C’est à un voyage dans le temps et dans l’espace que nous invite la nouvelle saison du Palais de Tokyo. Une promenade qui se tient également dans des imaginaires, bercés d’aventures collectives, de « pratiques prophétiques », d’une histoire du militantisme et d’un booty shake.
Six continents ou plus a l’ambition de nous faire visiter de nouveaux territoires et de faire du centre d’art une Atlantide, par sa simple présence, dans un espace « ou plus ». L’art, cet empire sur lequel le soleil ne se couche jamais, va pourtant s’ancrer dans notre monde d’aujourd’hui, bien réel. Il s’agit par cette saison de « décentrer notre regard », comme cela nous est proposé avec Maxwell Alexandre, mais aussi de nous inviter à faire face à un militantisme sans fard, à l’image de « Pretos no topo » [« Les Noirs au sommet »], hymne de l’artiste devenu un slogan de la communauté hip hop de Rio de Janeiro.

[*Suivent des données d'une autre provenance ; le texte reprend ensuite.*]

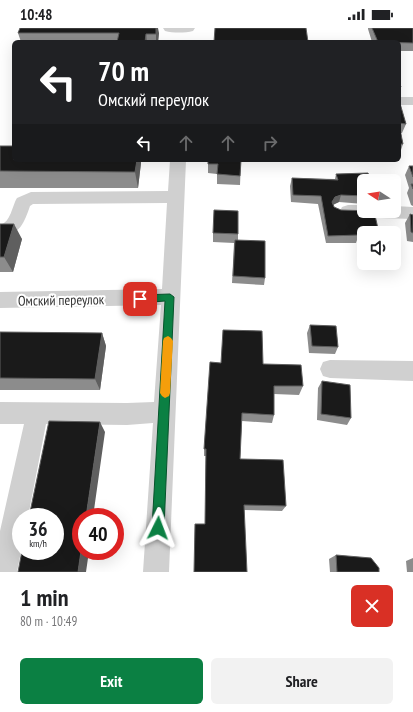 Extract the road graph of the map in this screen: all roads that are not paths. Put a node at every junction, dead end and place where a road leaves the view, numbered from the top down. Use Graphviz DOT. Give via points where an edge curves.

Actualiser les luttes d’autrefois
Deux expositions se répondent dans les archipels curatoriaux du Palais de Tokyo : « Ubuntu, un rêve lucide » et « Sarah Maldoror : Cinéma Tricontinental ». Sur les cimaises, deux phrases tissent un lien intime entre les espaces. Les deux expositions devaient originellement se suivre et non se côtoyer. Le lien s’écrit dans l’affirmation de la cinéaste Sarah Maldoror à laquelle l’exposition rend hommage : « Je suis noire », une affirmation récurrente et qui a écrit le paysage intellectuel de l’auteure. Celle-ci résonne dans la traduction aux accents universaliste du terme « ubuntu » : je suis parce que nous sommes.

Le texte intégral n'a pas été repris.